▶ [PROBLEM DETAILS] Using the records that follow, tally the lines containing the word "Avenue" and state only the count.

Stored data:

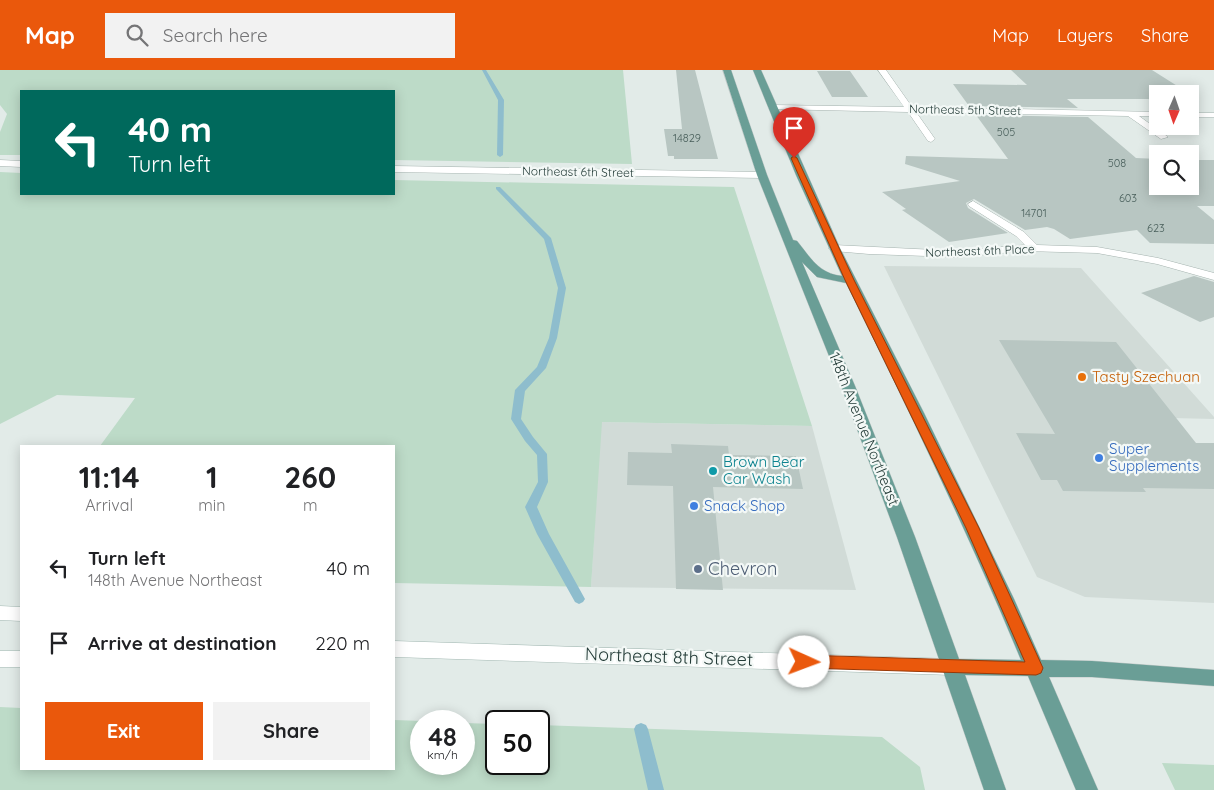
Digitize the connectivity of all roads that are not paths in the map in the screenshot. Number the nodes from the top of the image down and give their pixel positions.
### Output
1 (727, 70) edge
2 (757, 70) edge
3 (882, 70) edge
4 (772, 106) junction
5 (910, 109) junction
6 (1131, 114) junction
7 (1149, 114) edge
8 (1199, 114) edge
9 (1214, 115) edge
10 (1164, 137) dead end
11 (930, 139) dead end
12 (0, 163) edge
13 (20, 164) edge
14 (395, 169) edge
15 (762, 175) junction
16 (973, 204) dead end
17 (786, 234) junction
18 (834, 248) junction
19 (1034, 248) junction
20 (1214, 277) edge
21 (850, 280) junction
22 (0, 613) edge
23 (20, 614) edge
24 (395, 649) edge
25 (0, 659) edge
26 (20, 660) edge
27 (952, 667) junction
28 (1036, 668) junction
29 (1214, 678) edge
30 (995, 790) edge
31 (1087, 790) edge

1 - 15 main road, 148th Avenue Northeast
2 - 4 main road
3 - 5 street
4 - 5 street, Northeast 5th Street
4 - 18 main road
5 - 6 street, Northeast 5th Street
5 - 11 street
6 - 7 street, Northeast 5th Street
6 - 10 street
8 - 9 street
12 - 13 street
14 - 15 street, Northeast 6th Street
15 - 17 main road, 148th Avenue Northeast
16 - 19 street
17 - 21 main road
17 - 27 main road, 148th Avenue Northeast
18 - 19 street, Northeast 6th Place
18 - 21 main road
19 - 20 street, Northeast 6th Place
21 - 28 main road
22 - 23 street
24 - 27 street, Northeast 8th Street
25 - 26 street
27 - 28 main road, Northeast 8th Street
27 - 30 main road, 148th Avenue Northeast
28 - 29 main road, Northeast 8th Street
28 - 31 main road

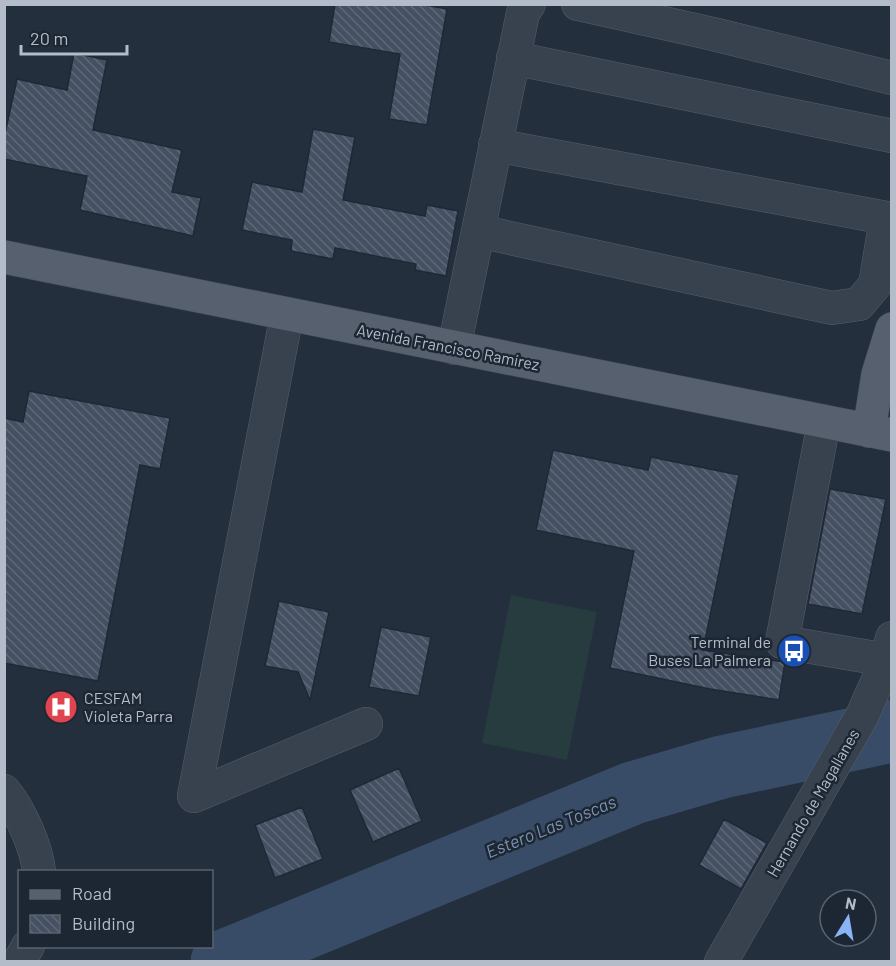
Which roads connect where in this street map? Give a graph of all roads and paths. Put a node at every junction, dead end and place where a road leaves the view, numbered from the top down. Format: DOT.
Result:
graph roads {
  1 [pos="529,4"];
  2 [pos="578,4"];
  3 [pos="513,58"];
  4 [pos="891,78"];
  5 [pos="891,136"];
  6 [pos="495,145"];
  7 [pos="889,219"];
  8 [pos="478,231"];
  9 [pos="4,257"];
  10 [pos="287,314"];
  11 [pos="891,329"];
  12 [pos="454,348"];
  13 [pos="824,422"];
  14 [pos="880,433"];
  15 [pos="889,649"];
  16 [pos="366,724"];
  17 [pos="4,791"];
  18 [pos="39,870"];
  19 [pos="27,948"];
  20 [pos="19,962"];
  21 [pos="721,962"];
  1 -- 3 [label="street"];
  2 -- 4 [label="street"];
  3 -- 5 [label="street"];
  3 -- 6 [label="street"];
  6 -- 7 [label="street"];
  6 -- 8 [label="street"];
  7 -- 8 [label="street"];
  8 -- 12 [label="street"];
  9 -- 10 [label="main road, Avenida Francisco Ramírez"];
  10 -- 12 [label="main road, Avenida Francisco Ramírez"];
  10 -- 16 [label="street"];
  11 -- 14 [label="main road"];
  12 -- 13 [label="main road, Avenida Francisco Ramírez"];
  13 -- 14 [label="main road, Avenida Francisco Ramírez"];
  13 -- 15 [label="street"];
  15 -- 21 [label="street, Hernando de Magallanes"];
  17 -- 18 [label="street"];
  19 -- 20 [label="street"];
}
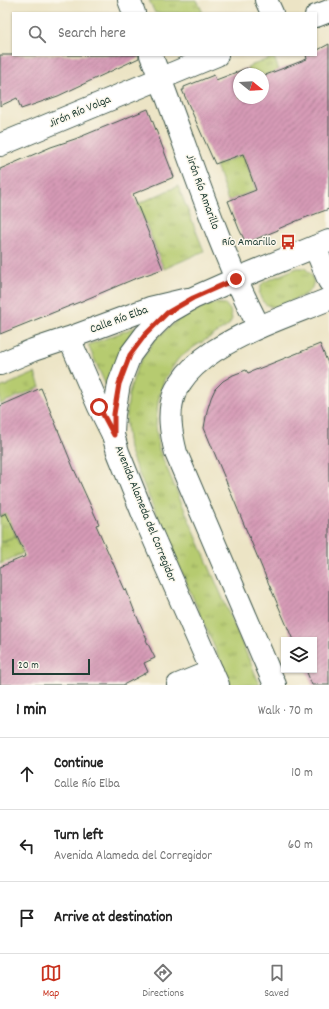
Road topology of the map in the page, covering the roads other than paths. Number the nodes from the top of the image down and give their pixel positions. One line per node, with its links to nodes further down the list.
1 (129, 0): 4 (main road)
2 (266, 0): 5 (main road)
3 (329, 11): 6 (main road)
4 (134, 12)
5 (272, 12)
6 (317, 16)
7 (151, 56): 9 (main road, Jirón Río Amarillo)
8 (215, 56): 9 (main road, Jirón Río Volga)
9 (160, 78): 10 (main road, Jirón Río Volga); 12 (main road, Jirón Río Amarillo)
10 (0, 145)
11 (322, 244): 12 (main road, Avenida Alameda del Corregidor); 13 (main road)
12 (236, 279): 14 (main road, Avenida Alameda del Corregidor); 16 (main road, Jirón Río Amarillo)
13 (329, 281)
14 (193, 298): 17 (main road, Calle Río Elba); 19 (main road, Avenida Alameda del Corregidor)
15 (329, 299): 16 (main road)
16 (259, 327): 22 (main road)
17 (69, 338): 18 (main road, Calle Río Elba); 19 (main road)
18 (0, 364)
19 (114, 435): 20 (main road, Avenida Alameda del Corregidor)
20 (215, 678): 21 (main road)
21 (178, 685)
22 (275, 685)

▶ [ANSWER TO THIS EXERCISE] 4